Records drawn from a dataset

---+---

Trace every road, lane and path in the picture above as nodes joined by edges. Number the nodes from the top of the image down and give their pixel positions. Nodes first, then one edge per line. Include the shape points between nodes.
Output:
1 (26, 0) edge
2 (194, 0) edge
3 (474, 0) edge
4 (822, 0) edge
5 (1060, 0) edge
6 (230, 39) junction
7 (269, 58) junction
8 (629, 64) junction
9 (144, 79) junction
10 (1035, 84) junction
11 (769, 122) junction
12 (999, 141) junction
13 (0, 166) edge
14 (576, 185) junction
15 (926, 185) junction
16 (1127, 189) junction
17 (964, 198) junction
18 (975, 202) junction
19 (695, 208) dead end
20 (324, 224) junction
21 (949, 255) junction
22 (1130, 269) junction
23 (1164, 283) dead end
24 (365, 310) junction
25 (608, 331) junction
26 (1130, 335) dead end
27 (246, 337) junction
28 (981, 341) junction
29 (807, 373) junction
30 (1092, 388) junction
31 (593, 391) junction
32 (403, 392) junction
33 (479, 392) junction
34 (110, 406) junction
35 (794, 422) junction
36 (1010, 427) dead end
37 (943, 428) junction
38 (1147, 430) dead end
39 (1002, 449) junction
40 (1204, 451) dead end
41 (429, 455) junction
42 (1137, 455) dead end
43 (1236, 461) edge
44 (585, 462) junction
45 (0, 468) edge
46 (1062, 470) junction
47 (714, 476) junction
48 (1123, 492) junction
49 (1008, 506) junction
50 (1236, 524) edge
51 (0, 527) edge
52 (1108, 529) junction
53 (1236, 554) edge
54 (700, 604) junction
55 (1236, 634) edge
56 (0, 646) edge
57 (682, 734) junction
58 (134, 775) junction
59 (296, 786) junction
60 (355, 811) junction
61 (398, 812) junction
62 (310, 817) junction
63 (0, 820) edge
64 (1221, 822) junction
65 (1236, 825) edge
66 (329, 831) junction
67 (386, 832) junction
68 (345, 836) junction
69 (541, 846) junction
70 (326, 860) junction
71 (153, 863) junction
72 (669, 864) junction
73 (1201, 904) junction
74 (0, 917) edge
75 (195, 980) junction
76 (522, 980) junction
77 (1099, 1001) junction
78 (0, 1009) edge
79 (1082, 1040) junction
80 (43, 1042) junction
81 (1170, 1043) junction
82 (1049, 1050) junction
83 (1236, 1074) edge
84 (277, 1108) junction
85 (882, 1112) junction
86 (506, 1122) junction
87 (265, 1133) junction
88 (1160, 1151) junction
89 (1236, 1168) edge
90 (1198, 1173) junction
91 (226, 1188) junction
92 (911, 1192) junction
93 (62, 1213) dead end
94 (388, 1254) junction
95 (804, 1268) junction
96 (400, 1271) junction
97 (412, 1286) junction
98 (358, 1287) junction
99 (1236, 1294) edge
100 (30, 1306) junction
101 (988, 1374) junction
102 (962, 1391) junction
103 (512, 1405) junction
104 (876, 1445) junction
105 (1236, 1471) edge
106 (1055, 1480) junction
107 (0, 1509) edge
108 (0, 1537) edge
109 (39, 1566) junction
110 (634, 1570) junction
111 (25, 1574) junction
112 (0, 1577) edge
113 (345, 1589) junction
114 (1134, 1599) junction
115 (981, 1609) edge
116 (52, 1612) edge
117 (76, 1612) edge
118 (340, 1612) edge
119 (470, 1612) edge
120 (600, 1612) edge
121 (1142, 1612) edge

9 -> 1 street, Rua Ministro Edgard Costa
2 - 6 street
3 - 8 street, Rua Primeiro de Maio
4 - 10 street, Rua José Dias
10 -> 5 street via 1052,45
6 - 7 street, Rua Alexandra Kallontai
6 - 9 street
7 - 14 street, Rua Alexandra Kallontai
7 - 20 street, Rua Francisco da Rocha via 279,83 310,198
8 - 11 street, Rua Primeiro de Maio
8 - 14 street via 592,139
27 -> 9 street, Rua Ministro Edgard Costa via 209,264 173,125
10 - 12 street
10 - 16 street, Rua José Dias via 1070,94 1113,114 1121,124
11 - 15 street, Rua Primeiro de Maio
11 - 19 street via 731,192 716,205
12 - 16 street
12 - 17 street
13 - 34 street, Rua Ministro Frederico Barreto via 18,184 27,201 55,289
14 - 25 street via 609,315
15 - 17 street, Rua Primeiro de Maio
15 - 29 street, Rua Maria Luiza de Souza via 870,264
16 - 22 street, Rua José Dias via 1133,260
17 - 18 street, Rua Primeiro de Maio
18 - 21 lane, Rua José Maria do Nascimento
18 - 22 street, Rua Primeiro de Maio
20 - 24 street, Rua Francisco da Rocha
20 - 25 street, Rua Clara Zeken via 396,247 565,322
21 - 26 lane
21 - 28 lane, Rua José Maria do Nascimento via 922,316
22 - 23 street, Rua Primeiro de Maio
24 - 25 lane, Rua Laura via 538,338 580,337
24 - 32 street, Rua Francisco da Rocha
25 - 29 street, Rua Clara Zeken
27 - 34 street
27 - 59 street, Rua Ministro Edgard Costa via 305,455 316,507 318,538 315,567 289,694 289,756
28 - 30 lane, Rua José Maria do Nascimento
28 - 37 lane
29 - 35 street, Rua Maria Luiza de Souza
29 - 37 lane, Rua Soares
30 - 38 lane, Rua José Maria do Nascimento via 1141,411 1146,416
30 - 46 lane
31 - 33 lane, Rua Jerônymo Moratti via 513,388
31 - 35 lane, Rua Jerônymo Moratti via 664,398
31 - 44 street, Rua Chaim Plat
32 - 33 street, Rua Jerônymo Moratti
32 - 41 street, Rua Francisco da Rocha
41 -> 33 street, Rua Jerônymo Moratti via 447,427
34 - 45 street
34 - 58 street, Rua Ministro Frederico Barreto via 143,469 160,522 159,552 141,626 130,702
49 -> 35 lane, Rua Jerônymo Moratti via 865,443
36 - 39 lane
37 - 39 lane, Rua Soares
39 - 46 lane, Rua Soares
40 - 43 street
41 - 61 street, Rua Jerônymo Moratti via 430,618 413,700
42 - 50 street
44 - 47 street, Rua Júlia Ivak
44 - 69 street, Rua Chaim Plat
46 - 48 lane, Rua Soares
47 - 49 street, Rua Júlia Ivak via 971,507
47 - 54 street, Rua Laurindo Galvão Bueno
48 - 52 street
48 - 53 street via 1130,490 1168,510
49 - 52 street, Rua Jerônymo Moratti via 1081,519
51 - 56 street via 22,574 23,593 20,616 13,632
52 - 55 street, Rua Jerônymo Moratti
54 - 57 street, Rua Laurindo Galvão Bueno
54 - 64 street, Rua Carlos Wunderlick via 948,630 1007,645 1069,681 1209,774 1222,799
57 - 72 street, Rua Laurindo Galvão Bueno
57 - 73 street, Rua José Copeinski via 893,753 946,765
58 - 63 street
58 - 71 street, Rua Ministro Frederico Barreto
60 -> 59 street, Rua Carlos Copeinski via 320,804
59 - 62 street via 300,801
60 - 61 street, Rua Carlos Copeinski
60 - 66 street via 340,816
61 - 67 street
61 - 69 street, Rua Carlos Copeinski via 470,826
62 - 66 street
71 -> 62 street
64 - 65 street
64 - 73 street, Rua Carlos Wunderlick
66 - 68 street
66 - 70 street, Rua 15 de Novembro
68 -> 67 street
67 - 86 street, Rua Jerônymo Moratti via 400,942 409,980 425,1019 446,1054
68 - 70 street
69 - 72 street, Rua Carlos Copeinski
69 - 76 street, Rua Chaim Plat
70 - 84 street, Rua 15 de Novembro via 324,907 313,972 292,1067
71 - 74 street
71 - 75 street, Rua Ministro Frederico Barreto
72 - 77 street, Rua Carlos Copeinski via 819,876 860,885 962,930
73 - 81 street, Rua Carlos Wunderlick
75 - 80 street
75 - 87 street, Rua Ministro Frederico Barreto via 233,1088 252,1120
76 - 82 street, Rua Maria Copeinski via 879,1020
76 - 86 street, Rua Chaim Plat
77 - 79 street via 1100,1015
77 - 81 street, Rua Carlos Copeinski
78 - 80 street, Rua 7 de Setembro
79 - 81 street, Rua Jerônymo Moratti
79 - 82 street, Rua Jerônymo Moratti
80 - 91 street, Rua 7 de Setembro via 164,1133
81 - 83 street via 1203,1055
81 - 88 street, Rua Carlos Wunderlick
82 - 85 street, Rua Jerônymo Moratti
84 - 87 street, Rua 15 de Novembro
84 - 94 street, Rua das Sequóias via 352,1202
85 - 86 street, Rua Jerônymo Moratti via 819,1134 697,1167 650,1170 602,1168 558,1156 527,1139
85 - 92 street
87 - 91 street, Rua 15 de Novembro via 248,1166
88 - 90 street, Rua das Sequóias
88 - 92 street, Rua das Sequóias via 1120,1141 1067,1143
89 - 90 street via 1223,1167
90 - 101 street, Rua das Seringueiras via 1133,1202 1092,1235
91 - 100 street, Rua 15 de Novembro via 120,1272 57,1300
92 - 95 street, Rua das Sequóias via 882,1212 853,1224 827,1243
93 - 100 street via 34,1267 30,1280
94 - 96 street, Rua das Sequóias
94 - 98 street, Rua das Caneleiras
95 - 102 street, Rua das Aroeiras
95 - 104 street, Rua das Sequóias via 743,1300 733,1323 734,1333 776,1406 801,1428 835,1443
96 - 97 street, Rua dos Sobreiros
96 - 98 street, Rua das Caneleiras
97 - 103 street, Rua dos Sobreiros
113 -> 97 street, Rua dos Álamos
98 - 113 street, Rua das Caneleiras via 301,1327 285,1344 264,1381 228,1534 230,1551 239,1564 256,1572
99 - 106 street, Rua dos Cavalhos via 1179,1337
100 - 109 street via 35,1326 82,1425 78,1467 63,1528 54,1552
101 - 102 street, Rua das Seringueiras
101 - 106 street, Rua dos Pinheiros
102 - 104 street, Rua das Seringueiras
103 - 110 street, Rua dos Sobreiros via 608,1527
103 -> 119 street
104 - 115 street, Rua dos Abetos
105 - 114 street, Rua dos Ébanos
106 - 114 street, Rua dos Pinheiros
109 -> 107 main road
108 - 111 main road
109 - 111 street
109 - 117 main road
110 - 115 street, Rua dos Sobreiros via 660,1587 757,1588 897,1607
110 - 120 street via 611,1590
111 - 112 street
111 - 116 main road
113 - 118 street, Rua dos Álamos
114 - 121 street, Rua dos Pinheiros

---+---

:: Your instructions ::
The answer should consist of all lines from the records above that hold the word "Seringueiras".

:: Written solution ::
90 - 101 street, Rua das Seringueiras via 1133,1202 1092,1235
101 - 102 street, Rua das Seringueiras
102 - 104 street, Rua das Seringueiras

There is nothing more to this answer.